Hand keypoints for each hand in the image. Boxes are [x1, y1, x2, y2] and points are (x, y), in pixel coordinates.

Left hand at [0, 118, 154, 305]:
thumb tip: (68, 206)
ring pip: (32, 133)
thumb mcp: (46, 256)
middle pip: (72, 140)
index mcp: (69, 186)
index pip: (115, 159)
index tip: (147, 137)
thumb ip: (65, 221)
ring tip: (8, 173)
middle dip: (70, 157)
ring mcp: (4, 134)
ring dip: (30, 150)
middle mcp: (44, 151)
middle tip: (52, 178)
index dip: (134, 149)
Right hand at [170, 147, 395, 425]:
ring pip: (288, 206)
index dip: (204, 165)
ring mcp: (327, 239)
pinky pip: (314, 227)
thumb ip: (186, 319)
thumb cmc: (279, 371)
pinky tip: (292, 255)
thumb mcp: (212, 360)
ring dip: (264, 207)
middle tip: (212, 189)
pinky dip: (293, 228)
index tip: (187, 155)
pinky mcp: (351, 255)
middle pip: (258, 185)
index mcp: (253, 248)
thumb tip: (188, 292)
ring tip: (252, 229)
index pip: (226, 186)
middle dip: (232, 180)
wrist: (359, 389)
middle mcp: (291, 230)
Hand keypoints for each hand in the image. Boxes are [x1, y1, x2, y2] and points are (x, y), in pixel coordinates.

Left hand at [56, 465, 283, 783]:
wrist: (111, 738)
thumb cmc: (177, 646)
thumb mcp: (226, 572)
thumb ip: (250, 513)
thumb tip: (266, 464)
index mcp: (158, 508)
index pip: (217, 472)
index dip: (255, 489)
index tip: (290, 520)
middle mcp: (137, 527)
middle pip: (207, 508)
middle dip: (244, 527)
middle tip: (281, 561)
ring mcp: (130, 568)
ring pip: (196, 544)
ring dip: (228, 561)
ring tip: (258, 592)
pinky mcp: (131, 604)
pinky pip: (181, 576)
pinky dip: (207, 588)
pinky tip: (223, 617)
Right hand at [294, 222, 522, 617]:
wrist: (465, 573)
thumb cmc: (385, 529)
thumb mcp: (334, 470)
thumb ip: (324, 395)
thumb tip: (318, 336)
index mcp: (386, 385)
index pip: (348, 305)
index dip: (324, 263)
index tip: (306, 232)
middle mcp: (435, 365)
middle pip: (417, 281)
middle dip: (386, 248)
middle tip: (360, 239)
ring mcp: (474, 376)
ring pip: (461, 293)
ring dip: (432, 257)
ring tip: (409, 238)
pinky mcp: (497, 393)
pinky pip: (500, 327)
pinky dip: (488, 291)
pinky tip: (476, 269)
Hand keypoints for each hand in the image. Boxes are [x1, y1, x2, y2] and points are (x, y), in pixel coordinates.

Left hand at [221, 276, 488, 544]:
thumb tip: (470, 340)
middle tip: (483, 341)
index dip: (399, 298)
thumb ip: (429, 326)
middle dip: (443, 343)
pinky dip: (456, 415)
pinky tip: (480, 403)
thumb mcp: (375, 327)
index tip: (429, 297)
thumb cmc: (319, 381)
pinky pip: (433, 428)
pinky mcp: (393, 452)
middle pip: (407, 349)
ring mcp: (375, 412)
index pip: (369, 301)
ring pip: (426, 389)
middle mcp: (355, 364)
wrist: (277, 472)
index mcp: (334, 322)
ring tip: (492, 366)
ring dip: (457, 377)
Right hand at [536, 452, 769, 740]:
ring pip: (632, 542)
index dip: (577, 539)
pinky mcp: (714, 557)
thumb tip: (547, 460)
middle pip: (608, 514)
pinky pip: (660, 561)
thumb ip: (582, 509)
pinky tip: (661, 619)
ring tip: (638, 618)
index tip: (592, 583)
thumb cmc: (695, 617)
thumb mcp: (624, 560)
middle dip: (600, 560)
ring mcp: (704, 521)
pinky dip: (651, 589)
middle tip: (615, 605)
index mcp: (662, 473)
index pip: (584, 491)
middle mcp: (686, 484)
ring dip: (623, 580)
****************
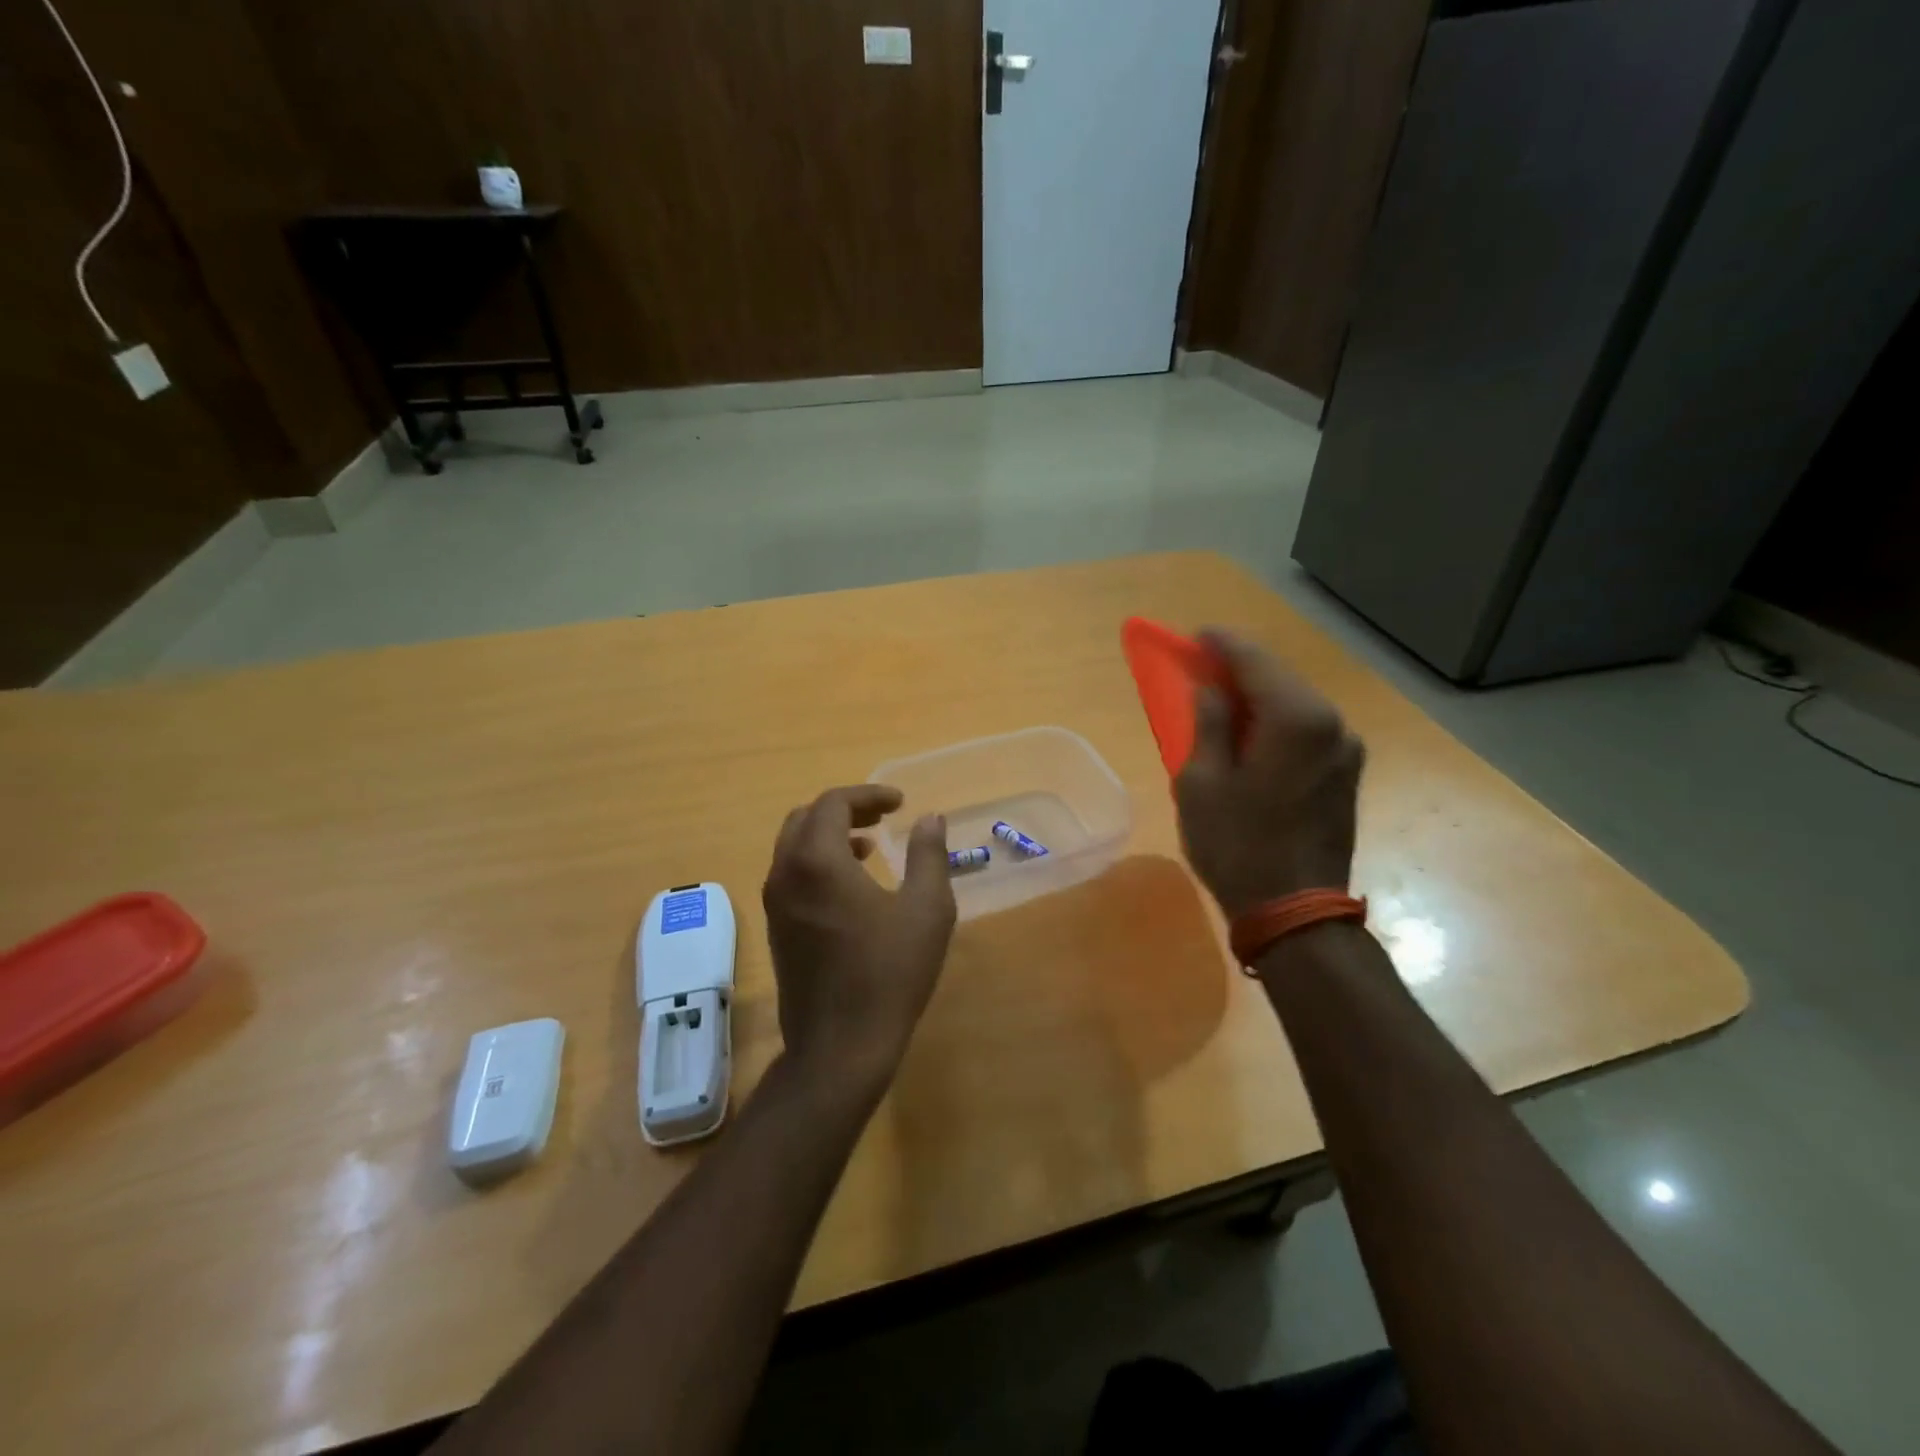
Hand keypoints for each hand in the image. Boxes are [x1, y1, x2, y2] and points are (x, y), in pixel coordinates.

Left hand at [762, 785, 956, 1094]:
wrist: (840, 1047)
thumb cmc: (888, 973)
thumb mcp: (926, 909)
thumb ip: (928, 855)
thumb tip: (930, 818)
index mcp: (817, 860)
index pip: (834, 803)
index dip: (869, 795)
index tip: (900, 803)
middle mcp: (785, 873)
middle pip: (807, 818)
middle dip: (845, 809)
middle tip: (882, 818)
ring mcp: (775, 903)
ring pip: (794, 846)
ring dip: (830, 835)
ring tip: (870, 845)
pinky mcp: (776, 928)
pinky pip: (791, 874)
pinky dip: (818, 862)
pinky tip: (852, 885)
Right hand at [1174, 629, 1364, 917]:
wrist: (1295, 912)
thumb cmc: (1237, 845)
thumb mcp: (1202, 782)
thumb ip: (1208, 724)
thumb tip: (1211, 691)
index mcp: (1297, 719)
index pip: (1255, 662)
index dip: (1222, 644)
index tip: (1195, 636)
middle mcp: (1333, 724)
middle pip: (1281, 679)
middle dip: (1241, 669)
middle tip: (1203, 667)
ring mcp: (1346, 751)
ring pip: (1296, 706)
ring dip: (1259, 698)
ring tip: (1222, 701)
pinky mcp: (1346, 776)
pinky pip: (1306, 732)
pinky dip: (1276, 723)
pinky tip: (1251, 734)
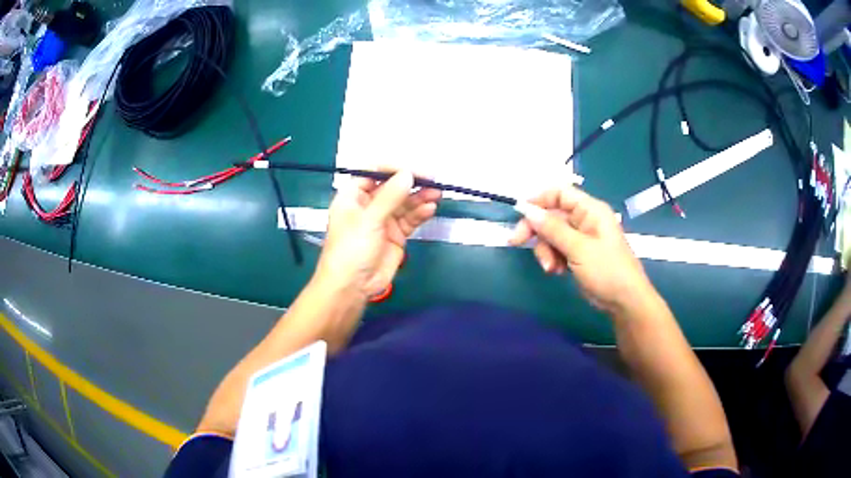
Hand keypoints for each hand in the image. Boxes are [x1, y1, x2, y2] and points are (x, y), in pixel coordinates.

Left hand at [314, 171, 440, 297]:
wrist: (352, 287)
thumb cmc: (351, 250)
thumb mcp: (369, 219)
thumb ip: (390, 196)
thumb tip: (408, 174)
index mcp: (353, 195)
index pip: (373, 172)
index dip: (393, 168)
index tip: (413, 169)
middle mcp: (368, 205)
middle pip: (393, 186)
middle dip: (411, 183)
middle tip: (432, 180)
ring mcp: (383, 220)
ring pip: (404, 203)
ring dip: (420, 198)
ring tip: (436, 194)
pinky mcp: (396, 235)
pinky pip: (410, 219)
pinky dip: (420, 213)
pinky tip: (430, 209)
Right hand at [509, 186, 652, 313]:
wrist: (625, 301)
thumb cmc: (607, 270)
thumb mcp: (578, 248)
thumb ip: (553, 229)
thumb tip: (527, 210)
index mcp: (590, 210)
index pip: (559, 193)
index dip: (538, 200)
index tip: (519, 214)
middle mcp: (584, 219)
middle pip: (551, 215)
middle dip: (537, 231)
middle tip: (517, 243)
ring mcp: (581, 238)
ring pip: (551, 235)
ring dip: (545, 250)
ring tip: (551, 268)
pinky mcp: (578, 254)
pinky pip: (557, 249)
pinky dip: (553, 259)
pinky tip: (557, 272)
****************
• **Work task**
Above are some records; extract exactly the lines from the one containing "middle dip: (1241, 669)" through the one containing "middle dip: (411, 183)" and drop the pictures.

• **Task output**
middle dip: (1241, 669)
middle tip: (1203, 667)
ring mcp: (1346, 751)
ring pip: (1296, 706)
ring dip: (1259, 698)
ring tip: (1222, 701)
pinky mcp: (1346, 776)
pinky pip: (1306, 732)
pinky dip: (1276, 723)
pinky tip: (1251, 734)
Hand keypoints for each hand in the image. Boxes are [x1, y1, x2, y2] and points are (x, y), in pixel coordinates.

Left hand at [314, 171, 440, 297]:
wrist: (352, 287)
thumb cmc: (351, 250)
thumb mcp: (369, 219)
thumb ip: (390, 196)
thumb tip: (408, 174)
index mcp: (353, 195)
index pip: (373, 172)
index dip: (393, 168)
index tip: (413, 169)
middle mcp: (368, 205)
middle pip: (393, 186)
middle dip: (411, 183)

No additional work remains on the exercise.